Have you ever been awoken in the middle of the night by an alarm? Not your alarm clock, but, like, the smoke detector, or fire alarm, or burglar alarm? The kind of alarm that makes you go from a dead sleep to standing and taking action in less than two seconds? If you have, you know how my night was.
Yesterday was a boring day. Rachel and I sat in the room and watched Ginny sleep all day. She didn't really make any progress, but we had expected her to get worse, so no progress was actually pretty good. The plan for tonight was for Rachel to go sleep at her parent's house and I would stay here with Ginny. Around 8 or 9, when Rachel was starting to get ready to leave, Ginny started waking and trying to sit up. We'd been trying to keep her sedation at a Goldilocks kind of status (not to little, not too much, but just right - that's not as easy as it sounds, because every person reacts differently to different levels of medications). She's on three different sedatives at different doses, and we had tweaked the cocktail so that by 9:30 we thought we had it. Rachel went home at 10, and I laid on the a somewhat comfortable fold-out chair, and was asleep by 10:30.

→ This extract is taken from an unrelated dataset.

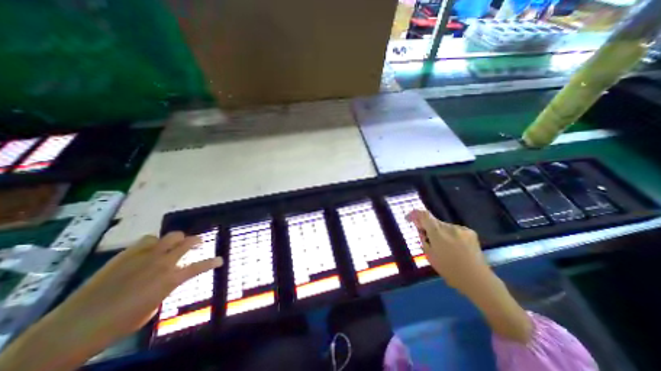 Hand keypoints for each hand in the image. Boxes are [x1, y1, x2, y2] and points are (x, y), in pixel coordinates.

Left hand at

Shortly after midnight is when it hit the fan. I was awoken by the crash alarm and the voice of David, Ginny's respiratory therapist notifying all the staff in the unit that Ginny had pulled her breathing tube on her own. (Keep in mind, I'm sleeping about three feet from her bed). Within a second I was on my feet trying to help David keep her still and bag her with oxygen so that her sats didn't drop too low. It may have been three more seconds before her nurse was in the room, followed quickly by the rest of the PICU team. I stood back and watched as they worked within a few minutes they were able to get her re-intubated. It appears that by using her tongue and thrashing her head, she worked her tube out to the point that it was no longer doing what it is supposed to. I called Rachel as the team was coming in the room, and they were done by the time she got here. It was all pretty scary. But she wasn't done there....
After about an hour of hanging out, and after the x-ray confirmed her tube was in place, Rachel went to the Ronald McDonald Room to sleep in a slightly more comfortable chair, and I stayed here in the room with "Genevieve the Destroyer". To make matters worse, Rachel is not feeling well, either. She probably also has RSV, though it won't be nearly as devastating because of Rachel's advanced age, and she isn't immuno-deficient in any way. (Yes, that's an old joke. That's what you get for putting "40" on every one of my birthday cakes since I turned 36...)
I got a little bit more sleep before Ginny's next attention grab. About 3 am, I was awoken by David again, with Pam and another respiratory therapist working on Ginny. Her sats were down to the low 80's but she had bit down on her tube and was trying again to work it out. This time it didn't take long to get her calmed down again and "sleeping" pretty comfortably. I got a few more hours of sleep, and now I'm waiting for rounds to hear about today's treatment course.
I've heard from quite a few professionals up here in the PICU that they haven't seen a fighter quite like Ginny before. She's on a lot of sedative and still manages to open her eyes and try to fight against anything she doesn't like. Several folks have commented on her physical strength. She is one tough little girl. My conversation with David went something like this: "Where's she get that from? Which one of you is the stubborn ornery one?" he asked me. "That's the problem. It's both of us..." I said. "Good luck with that when she's a teenager." Yeah, I know....
Right now she's pretty sedated, but occasionally opens her eyes and tries to sit up and raise her arms. She's restrained so she can't pull her tubes out anymore (at least not with her hands). She's on the ventilator with 65% oxygen, and getting inhaled nitric oxide at 20 ppm (I probably have a blog entry from a couple years ago about the "baby crack" effects of nitric...), she's on 3 sedative drips and 3 antibiotic drips, in addition to her IV fluids. She's got a tube in each nostril - a nasal gastric tube to put things in her stomach, like her oral sildenafil meds, and a dopoff tube that goes past her stomach to the top of her guts for some nourishment and to keep things moving. It's not a pretty scene, so I won't be putting any pictures up for a while. I will add this one of her in the ER on Thursday, just to keep it a little cute.
Rachel is going to the clinic today to make sure she doesn't have the flu before she comes back in the room, so it's Daddy & Ginny for most of today. I'll keep everyone posted on her progress as the day goes on. Thanks to everyone for their love and support.